Tuesday, August 18, 2020

Code Talker: A Novel About the Navajo Marines of World War Two by Joseph Bruchac

 genre: historical fiction

Ned Begay's life as a Navajo is woven with a love of the earth, with a passion for familial relationships and a deep knowledge of his history's people and culture.  When, as a 16 year old, he learns that there is a special role that Navajos can play in the war beginning to rage in Europe and the Pacific, he chooses to join up to protect a land that has NOT ever made his people's interests a priority.  Ned is enrolled in code talker school - a program where native Navajo speakers create a code that allows them to talk to each other over radio waves that the Japanese can hear - but can never understand.  The role these "code talkers" play, Ned's experiences in the Pacific War, these are at the crux of this novel but Ned's love of his traditions, his joy in his sacred language, this play an important part too.

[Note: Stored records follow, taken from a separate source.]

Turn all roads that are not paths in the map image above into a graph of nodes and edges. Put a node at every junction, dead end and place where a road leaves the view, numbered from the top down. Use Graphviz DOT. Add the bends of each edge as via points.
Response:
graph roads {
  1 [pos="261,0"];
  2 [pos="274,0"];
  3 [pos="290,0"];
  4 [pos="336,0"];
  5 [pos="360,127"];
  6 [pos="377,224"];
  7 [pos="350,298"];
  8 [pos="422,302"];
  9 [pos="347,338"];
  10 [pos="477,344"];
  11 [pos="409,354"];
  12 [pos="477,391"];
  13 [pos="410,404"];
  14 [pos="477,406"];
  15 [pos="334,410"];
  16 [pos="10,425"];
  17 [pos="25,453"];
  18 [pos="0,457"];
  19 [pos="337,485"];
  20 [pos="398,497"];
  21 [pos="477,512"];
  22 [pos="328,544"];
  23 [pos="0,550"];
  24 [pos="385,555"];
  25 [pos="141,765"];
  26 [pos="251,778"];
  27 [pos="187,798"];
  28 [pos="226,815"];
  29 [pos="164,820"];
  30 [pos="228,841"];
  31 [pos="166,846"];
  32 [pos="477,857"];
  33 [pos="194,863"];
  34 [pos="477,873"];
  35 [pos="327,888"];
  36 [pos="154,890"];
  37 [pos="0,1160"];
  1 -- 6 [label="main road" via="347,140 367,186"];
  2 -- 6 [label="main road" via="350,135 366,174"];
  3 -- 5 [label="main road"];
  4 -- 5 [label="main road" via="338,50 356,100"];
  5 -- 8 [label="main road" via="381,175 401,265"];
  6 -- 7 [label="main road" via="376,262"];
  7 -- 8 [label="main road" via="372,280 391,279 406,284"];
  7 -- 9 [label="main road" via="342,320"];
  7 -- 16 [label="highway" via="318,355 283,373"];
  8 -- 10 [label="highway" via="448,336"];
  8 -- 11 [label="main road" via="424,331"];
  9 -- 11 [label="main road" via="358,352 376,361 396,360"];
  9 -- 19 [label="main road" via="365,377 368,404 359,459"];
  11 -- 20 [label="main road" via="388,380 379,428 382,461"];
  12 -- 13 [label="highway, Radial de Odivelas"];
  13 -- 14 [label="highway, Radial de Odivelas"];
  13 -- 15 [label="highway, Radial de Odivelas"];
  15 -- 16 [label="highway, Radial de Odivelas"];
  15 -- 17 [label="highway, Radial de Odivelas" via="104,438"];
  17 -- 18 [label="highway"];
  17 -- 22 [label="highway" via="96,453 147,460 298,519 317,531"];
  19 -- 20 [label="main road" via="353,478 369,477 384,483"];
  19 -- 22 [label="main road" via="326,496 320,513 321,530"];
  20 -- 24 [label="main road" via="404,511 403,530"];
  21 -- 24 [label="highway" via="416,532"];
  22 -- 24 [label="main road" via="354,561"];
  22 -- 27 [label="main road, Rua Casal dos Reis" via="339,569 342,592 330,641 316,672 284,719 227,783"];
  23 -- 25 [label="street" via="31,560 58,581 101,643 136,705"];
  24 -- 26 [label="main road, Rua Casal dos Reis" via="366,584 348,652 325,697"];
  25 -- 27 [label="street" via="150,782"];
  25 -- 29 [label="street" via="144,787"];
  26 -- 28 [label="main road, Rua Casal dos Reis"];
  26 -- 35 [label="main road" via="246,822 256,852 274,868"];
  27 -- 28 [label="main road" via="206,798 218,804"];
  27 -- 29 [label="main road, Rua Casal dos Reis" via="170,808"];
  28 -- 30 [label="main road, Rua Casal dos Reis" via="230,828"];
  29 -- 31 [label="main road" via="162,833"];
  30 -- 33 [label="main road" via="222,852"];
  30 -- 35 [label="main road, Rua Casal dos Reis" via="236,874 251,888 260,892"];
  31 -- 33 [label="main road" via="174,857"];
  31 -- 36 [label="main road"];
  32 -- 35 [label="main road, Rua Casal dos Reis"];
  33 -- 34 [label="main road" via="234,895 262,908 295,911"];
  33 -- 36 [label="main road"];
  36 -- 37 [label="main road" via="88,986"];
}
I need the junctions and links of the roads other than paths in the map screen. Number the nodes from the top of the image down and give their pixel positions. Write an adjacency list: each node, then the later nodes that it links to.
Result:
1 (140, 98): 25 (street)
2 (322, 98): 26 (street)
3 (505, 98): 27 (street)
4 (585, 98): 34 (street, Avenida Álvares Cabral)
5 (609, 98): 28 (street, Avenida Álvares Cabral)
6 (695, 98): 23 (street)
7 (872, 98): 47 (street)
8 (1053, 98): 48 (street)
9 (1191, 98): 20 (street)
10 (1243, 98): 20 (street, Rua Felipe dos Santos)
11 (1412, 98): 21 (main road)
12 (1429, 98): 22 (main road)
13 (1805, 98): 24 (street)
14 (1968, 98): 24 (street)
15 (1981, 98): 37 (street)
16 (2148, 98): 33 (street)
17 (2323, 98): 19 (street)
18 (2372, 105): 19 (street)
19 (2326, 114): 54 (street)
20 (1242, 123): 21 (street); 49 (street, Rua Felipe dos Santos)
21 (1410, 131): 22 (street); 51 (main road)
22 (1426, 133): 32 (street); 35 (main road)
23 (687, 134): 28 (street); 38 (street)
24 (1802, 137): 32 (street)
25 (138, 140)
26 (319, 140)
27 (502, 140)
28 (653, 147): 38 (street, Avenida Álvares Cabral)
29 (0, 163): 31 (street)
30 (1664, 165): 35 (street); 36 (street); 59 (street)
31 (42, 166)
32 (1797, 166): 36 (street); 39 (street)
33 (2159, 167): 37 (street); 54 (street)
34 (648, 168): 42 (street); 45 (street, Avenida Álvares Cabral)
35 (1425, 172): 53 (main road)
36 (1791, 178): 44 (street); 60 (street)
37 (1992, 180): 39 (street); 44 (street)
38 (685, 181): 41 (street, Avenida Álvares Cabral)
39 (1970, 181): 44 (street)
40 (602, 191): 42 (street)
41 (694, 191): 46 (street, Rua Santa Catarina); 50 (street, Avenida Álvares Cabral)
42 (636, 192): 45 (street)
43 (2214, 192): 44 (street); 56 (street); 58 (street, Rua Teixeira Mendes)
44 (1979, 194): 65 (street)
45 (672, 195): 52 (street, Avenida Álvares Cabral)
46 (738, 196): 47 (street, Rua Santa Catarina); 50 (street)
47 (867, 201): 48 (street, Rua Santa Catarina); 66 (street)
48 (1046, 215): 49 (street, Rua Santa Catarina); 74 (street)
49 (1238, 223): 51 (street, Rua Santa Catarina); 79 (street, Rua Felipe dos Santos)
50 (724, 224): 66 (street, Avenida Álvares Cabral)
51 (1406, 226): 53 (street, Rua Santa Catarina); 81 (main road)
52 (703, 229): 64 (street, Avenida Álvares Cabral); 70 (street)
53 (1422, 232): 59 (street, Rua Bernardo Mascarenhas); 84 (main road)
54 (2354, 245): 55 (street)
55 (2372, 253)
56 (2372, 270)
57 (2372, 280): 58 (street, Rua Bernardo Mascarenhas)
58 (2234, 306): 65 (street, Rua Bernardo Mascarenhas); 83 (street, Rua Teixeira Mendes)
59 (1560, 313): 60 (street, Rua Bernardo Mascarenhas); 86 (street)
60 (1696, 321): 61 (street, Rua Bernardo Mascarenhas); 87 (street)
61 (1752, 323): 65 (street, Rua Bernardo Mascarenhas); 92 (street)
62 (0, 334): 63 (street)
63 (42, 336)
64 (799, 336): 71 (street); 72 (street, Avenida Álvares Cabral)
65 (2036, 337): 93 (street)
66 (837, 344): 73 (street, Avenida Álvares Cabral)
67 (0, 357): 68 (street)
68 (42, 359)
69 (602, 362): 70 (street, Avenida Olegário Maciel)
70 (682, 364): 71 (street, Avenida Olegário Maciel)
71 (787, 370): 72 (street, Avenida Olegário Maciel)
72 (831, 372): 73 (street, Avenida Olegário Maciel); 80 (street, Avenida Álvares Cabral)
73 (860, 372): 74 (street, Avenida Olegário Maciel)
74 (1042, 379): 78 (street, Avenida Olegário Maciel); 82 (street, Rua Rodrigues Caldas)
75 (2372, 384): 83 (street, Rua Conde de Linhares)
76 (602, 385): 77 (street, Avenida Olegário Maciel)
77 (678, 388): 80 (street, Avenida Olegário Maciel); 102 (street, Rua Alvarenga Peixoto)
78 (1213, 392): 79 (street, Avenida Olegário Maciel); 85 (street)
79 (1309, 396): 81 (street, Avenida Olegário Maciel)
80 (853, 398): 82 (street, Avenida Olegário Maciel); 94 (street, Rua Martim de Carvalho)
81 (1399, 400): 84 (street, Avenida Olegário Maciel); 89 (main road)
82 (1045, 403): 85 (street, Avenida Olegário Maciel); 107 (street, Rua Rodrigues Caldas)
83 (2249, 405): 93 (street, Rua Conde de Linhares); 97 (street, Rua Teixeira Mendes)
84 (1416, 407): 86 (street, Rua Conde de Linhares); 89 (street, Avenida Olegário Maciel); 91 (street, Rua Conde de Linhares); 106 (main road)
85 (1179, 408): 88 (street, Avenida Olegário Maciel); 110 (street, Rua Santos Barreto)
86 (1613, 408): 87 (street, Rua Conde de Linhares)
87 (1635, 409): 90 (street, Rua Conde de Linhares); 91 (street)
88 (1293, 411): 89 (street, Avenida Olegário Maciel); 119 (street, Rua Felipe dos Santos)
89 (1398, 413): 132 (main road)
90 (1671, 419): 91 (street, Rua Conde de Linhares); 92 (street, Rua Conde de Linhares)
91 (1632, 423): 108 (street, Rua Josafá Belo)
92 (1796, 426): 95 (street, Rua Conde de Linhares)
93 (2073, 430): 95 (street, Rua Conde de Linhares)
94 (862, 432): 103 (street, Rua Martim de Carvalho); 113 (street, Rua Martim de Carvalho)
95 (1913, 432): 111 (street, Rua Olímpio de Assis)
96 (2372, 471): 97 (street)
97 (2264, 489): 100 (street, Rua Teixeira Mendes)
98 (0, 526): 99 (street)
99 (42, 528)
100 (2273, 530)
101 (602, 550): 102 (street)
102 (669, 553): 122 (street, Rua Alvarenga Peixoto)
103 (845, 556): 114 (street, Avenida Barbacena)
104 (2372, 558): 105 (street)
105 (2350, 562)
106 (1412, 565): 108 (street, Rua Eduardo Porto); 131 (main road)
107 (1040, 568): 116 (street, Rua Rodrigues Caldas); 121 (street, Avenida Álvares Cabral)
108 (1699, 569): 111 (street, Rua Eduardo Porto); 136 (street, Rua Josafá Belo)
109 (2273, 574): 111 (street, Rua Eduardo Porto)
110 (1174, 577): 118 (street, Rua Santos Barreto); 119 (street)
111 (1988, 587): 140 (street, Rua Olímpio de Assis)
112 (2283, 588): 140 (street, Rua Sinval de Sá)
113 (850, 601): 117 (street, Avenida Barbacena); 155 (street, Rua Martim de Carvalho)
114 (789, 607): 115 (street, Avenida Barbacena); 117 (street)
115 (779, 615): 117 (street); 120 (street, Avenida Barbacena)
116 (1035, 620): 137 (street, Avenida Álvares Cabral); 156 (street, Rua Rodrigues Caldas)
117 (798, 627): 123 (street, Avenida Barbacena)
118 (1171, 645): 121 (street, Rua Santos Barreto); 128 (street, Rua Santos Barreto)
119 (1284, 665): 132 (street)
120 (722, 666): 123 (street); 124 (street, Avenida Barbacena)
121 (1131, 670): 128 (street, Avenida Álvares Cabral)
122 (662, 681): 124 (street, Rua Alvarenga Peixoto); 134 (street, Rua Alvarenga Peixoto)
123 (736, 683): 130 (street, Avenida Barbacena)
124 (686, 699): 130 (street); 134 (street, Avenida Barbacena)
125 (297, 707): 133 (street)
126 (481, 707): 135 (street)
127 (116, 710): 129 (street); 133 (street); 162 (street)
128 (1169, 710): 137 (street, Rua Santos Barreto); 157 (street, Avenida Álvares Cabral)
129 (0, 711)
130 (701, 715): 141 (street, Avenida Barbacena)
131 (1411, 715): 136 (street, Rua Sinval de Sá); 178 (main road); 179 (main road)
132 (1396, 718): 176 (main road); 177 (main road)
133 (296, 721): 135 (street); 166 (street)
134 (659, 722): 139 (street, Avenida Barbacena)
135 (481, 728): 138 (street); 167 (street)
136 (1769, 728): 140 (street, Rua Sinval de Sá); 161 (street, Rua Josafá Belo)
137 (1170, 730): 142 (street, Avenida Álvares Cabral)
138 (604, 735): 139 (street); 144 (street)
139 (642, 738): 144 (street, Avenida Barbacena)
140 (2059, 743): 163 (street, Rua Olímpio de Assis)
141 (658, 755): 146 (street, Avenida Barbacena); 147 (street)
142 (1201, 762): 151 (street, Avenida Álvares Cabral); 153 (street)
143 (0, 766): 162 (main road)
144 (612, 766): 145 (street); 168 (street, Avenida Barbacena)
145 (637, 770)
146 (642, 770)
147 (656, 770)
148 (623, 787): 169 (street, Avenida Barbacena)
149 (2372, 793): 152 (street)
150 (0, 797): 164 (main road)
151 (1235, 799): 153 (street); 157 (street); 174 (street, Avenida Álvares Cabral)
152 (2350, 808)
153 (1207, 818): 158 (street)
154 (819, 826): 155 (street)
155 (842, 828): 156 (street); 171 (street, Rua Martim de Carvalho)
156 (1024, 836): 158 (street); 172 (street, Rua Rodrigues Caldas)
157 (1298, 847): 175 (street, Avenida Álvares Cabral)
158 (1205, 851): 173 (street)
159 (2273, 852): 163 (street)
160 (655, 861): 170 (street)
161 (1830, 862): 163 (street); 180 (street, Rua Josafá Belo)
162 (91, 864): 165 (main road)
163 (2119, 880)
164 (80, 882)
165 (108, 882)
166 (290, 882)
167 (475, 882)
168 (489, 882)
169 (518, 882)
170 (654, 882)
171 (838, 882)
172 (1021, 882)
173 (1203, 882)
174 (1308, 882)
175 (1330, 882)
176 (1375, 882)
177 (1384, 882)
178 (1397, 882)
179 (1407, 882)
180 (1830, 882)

While a bit dry sometimes, I actually really enjoyed this quick moving story.  I appreciated that we meet Ned when he is a young boy, forced to actually give up his language in an (horrible) Indian Boarding School, which of course he defies.  I love Ned's connection to his culture and history and how it follows him to the Pacific and sustains him.  I really came to appreciate the vital role this Navajos played - and the significant risk they put themselves in as well as how little our government did to show its thanks.  The more you learn about Native American Indian/US Government relations, the more I am disgusted by my country's history.  There are important lessons here,  taught in a readable novel.  Glad I read it.